= INSTRUCTIONS FOR THE TASK =
What is needed is a single figure: how many lines of the records below contain the word "Drive".

= WORKING DATA =
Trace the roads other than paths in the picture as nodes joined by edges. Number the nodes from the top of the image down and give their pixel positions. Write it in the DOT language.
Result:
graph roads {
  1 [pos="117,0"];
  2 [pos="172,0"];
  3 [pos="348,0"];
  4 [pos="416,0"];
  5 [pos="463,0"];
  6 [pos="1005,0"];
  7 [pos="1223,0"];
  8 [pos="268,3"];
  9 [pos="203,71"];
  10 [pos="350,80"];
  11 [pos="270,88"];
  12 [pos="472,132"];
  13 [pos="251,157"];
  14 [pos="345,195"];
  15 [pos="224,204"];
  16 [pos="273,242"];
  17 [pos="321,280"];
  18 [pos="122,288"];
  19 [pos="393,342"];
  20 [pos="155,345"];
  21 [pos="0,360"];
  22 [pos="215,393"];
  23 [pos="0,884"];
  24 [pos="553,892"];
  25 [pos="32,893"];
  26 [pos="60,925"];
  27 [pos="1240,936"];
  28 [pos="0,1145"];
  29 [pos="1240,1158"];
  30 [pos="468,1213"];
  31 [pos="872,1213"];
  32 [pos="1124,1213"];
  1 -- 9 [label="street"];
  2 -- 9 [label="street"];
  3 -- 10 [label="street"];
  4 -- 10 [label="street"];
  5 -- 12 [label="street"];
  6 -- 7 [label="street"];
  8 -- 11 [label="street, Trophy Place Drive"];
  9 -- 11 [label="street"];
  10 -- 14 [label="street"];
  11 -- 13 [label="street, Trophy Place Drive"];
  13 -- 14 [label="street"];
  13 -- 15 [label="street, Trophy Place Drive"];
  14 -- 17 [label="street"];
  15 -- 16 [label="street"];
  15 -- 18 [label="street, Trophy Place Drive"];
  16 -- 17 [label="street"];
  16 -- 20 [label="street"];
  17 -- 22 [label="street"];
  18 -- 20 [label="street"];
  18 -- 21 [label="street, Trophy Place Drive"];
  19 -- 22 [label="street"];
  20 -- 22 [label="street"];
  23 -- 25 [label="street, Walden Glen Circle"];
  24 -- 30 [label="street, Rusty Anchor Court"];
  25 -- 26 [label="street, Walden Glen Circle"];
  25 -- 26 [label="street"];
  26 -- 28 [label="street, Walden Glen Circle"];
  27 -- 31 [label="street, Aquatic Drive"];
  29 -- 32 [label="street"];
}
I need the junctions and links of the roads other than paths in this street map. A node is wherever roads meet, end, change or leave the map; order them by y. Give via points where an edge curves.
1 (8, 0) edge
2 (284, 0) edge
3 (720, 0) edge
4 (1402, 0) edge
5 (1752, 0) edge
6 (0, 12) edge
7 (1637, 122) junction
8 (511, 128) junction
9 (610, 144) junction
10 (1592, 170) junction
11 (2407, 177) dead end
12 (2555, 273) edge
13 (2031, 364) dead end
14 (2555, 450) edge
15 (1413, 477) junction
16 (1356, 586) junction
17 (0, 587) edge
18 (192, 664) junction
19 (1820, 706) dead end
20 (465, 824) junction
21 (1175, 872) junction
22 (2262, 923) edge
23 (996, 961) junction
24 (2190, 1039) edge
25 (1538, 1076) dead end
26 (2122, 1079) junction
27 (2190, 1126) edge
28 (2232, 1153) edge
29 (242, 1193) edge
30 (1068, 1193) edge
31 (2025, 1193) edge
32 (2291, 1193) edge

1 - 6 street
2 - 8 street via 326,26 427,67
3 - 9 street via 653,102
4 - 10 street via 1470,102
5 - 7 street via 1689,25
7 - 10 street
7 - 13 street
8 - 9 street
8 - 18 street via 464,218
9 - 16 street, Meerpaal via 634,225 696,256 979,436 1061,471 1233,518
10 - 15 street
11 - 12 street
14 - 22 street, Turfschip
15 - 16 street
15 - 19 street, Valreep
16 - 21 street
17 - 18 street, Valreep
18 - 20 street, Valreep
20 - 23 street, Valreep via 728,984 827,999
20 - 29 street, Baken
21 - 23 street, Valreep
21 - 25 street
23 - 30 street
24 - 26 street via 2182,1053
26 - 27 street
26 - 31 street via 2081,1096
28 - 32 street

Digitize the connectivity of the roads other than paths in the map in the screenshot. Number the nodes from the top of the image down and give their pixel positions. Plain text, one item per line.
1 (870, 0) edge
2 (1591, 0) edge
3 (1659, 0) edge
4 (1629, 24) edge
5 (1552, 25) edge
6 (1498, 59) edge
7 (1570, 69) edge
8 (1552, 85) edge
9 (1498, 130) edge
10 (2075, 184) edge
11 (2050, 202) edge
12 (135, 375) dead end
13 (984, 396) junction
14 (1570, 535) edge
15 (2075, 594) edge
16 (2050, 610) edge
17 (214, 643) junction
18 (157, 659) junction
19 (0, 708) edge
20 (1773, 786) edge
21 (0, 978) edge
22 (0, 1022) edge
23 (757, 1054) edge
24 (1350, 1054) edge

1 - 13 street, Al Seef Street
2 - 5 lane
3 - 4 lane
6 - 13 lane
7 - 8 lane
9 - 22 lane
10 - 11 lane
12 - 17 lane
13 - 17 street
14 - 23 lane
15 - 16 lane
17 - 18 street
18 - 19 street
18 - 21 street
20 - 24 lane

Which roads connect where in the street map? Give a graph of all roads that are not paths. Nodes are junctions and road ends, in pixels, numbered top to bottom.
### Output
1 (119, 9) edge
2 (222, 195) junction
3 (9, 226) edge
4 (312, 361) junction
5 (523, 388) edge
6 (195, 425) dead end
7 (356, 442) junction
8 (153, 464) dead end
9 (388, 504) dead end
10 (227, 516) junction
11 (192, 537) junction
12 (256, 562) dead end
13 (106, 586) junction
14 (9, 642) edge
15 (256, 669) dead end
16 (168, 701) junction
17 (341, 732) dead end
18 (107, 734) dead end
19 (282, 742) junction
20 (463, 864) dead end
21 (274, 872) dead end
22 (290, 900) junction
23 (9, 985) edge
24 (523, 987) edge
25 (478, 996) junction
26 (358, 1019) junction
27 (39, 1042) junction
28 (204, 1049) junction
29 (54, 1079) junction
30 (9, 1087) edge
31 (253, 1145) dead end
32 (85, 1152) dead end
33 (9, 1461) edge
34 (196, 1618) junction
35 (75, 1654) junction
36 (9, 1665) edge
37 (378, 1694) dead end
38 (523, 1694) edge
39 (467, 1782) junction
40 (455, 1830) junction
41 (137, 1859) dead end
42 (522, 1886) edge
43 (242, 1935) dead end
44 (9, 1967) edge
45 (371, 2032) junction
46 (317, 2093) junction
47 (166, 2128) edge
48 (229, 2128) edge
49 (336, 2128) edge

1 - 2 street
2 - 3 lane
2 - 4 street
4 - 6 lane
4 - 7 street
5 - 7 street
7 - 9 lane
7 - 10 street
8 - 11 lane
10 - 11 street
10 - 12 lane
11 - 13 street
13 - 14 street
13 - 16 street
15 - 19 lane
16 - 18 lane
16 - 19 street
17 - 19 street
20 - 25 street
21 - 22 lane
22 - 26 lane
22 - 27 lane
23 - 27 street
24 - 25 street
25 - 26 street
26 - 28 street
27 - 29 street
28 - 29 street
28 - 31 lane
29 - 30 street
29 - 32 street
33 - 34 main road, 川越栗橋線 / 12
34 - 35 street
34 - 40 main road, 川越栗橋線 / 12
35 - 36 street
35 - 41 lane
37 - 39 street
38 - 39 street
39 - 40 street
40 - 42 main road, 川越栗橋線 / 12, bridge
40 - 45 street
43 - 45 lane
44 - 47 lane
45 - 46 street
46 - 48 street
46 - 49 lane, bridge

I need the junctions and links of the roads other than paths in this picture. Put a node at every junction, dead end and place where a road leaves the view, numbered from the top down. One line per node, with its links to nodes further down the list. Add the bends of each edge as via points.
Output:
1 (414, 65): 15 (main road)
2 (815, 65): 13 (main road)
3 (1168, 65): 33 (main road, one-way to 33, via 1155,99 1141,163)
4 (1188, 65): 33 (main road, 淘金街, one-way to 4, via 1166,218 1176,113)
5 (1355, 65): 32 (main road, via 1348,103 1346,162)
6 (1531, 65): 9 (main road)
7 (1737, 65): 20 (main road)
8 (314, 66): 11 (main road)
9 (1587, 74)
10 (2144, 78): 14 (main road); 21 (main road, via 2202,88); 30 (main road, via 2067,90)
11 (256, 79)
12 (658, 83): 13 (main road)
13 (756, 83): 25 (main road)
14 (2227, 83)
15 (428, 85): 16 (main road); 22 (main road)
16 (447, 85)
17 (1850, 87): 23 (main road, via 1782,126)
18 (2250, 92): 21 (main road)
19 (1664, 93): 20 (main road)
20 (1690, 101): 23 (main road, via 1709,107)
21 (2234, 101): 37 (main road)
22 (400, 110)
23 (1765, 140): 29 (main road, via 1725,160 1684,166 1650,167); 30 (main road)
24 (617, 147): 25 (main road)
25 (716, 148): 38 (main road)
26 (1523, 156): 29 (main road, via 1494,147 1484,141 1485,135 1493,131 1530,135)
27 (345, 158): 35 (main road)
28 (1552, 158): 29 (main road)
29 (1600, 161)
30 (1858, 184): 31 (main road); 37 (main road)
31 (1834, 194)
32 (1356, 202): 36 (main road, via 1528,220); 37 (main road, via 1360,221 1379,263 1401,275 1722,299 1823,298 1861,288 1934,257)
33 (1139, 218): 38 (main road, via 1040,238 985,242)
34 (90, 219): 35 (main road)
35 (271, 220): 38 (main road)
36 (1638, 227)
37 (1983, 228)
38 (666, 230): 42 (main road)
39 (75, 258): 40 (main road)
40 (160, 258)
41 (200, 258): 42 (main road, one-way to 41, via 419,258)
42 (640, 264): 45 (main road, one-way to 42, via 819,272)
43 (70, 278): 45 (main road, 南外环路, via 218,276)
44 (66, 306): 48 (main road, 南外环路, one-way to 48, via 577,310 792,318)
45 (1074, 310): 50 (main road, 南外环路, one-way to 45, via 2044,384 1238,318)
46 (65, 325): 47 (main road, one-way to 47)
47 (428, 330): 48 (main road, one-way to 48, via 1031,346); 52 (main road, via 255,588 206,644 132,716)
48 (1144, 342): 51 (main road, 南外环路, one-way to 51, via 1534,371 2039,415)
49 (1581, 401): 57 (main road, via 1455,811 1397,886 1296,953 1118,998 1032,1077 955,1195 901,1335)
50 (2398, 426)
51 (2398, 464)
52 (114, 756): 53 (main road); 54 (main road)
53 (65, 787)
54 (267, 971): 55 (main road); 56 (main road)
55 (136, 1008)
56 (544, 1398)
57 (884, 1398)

= RESPONSE AREA =
6